Are there more galaxies?

Yes. In fact, there are billions of galaxies, with billions of stars in each. Staggering to think about, huh?

Spiral Galaxies
Spiral galaxies usually consist of two major components: A flat, large disk which often contains a lot of interstellar matter and an ellipsoidally formed bulge component, consisting of an old stellar population without interstellar matter.Our sun is one of several 100 billion stars in a spiral galaxy, the Milky Way.
Lenticular Galaxies
These are, in short, "spiral galaxies without spiral structure", i.e. smooth disk galaxies, where stellar formation has stopped long ago, because the interstellar matter was used up.
Elliptical Galaxies
Elliptical galaxies are actually of ellipsoidal shape, and it is now quite safe from observation that they are usually triaxial (cosmic footballs, as Paul Murdin, David Allen, and David Malin put it).
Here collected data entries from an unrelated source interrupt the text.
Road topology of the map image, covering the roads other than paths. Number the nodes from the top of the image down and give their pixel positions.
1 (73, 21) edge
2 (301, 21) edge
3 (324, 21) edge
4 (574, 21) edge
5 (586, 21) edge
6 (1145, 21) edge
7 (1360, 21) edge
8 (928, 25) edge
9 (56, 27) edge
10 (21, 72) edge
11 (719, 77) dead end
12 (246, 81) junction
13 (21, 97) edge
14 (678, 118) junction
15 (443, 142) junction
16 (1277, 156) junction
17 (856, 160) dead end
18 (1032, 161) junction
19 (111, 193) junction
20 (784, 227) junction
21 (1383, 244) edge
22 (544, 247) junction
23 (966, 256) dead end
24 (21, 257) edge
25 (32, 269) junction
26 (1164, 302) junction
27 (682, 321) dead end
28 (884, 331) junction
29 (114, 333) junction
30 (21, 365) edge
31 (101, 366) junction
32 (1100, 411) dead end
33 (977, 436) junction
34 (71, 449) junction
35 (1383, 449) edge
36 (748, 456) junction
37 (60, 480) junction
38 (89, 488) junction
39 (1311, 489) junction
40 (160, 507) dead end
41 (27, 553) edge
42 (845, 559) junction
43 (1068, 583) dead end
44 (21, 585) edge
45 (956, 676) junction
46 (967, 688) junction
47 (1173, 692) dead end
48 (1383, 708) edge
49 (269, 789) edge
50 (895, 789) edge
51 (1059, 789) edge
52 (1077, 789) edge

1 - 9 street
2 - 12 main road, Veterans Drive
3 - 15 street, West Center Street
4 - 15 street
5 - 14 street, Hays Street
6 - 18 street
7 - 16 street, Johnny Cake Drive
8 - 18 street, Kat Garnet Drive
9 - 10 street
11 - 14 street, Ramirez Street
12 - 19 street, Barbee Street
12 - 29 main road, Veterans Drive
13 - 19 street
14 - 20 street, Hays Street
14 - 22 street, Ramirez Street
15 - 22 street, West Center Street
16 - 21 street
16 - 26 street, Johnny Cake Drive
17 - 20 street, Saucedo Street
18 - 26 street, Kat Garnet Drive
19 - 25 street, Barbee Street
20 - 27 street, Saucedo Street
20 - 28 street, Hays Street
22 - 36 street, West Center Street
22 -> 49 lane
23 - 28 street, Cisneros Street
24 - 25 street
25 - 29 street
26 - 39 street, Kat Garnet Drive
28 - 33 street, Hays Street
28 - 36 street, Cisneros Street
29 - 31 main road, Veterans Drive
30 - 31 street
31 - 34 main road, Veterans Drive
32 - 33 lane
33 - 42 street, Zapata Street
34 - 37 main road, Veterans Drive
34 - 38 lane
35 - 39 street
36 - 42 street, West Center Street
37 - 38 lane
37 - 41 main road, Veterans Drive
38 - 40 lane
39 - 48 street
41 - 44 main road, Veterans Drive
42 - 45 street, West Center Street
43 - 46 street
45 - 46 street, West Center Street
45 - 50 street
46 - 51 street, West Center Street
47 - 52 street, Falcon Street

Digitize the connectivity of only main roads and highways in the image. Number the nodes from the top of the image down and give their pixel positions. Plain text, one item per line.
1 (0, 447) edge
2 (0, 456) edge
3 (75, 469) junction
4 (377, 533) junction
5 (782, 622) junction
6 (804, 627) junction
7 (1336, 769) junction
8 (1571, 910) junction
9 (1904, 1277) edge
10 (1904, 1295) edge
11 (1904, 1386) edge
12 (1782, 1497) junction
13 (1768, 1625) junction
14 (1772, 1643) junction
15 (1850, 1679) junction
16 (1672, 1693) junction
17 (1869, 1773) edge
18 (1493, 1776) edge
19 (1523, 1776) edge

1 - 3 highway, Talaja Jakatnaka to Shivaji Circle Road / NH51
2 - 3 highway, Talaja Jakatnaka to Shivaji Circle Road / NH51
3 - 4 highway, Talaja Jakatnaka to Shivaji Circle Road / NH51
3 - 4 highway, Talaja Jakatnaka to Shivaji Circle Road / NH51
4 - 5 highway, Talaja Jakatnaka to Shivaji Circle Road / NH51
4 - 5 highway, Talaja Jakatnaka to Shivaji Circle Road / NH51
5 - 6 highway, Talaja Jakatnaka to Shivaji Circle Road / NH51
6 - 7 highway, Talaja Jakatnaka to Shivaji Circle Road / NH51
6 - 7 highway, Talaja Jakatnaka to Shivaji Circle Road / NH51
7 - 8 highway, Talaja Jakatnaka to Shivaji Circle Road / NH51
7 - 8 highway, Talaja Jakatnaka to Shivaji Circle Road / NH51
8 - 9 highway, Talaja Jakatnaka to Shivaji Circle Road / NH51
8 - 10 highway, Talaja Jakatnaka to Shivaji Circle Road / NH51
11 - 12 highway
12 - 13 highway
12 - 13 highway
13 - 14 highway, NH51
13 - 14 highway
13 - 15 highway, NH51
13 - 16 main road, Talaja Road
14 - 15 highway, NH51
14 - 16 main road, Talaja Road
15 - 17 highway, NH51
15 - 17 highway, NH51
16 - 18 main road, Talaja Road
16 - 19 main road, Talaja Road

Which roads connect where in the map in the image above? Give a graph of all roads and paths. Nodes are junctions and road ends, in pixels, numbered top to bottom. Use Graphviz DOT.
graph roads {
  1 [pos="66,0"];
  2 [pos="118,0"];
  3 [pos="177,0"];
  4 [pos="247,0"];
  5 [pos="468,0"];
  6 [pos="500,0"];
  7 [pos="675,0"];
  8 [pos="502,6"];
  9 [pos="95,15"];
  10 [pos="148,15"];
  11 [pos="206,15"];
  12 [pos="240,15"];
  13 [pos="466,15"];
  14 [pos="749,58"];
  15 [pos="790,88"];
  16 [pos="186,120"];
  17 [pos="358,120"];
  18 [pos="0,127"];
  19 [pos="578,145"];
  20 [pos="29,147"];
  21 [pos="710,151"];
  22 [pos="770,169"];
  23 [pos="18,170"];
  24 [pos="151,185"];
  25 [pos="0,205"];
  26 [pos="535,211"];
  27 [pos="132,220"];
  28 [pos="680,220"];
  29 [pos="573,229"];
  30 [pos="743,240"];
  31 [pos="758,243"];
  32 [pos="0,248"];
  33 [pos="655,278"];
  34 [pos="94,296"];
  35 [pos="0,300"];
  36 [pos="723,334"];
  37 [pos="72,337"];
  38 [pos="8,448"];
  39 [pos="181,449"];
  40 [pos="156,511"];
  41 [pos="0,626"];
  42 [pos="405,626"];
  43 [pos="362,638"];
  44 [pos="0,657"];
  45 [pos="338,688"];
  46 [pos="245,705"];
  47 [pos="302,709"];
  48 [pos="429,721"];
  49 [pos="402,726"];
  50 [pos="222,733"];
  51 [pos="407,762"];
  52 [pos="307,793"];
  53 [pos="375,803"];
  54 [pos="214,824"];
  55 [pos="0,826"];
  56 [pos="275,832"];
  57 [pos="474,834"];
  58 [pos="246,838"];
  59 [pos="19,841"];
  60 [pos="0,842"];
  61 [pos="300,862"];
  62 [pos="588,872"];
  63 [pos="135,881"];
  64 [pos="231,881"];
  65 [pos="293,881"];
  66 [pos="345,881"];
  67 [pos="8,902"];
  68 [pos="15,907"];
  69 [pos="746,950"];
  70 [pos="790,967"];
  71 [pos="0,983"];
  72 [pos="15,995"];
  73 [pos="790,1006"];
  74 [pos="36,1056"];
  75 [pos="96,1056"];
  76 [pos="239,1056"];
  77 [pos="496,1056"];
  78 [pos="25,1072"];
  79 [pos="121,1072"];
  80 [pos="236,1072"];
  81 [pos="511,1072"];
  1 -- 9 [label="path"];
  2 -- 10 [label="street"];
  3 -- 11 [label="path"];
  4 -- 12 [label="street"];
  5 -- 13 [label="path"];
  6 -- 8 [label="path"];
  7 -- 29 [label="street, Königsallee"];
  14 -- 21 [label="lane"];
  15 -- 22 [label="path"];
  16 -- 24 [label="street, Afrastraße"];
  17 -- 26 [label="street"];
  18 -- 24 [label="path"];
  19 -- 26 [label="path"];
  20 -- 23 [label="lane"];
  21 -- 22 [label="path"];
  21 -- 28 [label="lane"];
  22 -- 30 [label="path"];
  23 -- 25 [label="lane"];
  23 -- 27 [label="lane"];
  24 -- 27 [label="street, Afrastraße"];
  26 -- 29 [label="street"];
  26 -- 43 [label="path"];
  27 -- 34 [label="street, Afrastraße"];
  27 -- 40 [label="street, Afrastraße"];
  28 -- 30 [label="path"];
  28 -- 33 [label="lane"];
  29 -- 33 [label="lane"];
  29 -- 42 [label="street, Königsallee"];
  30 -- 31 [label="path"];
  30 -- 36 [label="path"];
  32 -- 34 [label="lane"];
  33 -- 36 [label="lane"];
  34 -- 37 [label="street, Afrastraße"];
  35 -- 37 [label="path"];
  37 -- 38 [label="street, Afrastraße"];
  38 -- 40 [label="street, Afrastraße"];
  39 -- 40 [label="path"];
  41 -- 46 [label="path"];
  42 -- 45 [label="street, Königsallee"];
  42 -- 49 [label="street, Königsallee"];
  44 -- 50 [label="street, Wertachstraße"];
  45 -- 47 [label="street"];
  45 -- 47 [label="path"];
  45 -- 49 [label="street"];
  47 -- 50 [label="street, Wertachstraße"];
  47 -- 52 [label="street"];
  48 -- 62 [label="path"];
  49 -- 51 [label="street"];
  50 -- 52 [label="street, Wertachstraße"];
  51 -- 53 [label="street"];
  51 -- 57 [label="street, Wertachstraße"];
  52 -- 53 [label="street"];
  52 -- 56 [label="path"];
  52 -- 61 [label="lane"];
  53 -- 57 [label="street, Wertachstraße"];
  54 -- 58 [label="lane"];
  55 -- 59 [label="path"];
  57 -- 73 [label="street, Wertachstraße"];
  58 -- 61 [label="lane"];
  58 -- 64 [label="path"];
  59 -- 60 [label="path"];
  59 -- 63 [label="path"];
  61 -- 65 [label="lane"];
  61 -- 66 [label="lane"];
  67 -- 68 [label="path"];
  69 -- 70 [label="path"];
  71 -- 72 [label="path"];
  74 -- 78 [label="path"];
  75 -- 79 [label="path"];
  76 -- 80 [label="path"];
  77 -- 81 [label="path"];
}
They have little or no global angular momentum, i.e. do not rotate as a whole (of course, the stars still orbit the centers of these galaxies, but the orbits are statistically oriented so that only little net orbital angular momentum sums up). Normally, elliptical galaxies contain very little or no interstellar matter. They appear like luminous bulges of spirals, without a disk component.
Irregular Galaxies
Often due to distortion by the gravitation of their intergalactic neighbors, these galaxies do not fit well into the scheme of disks and ellipsoids, but exhibit peculiar shapes. A subclass of distorted disks is however frequently occuring. Galaxies of all types, though of a wide variety of shapes and appearances, have many basic common features. They are huge agglomerations of stars like our Sun, counting several millions to several trillions. Most of the stars are not lonely in space like our Sun, but occur in pairs (binaries) or multiple systems.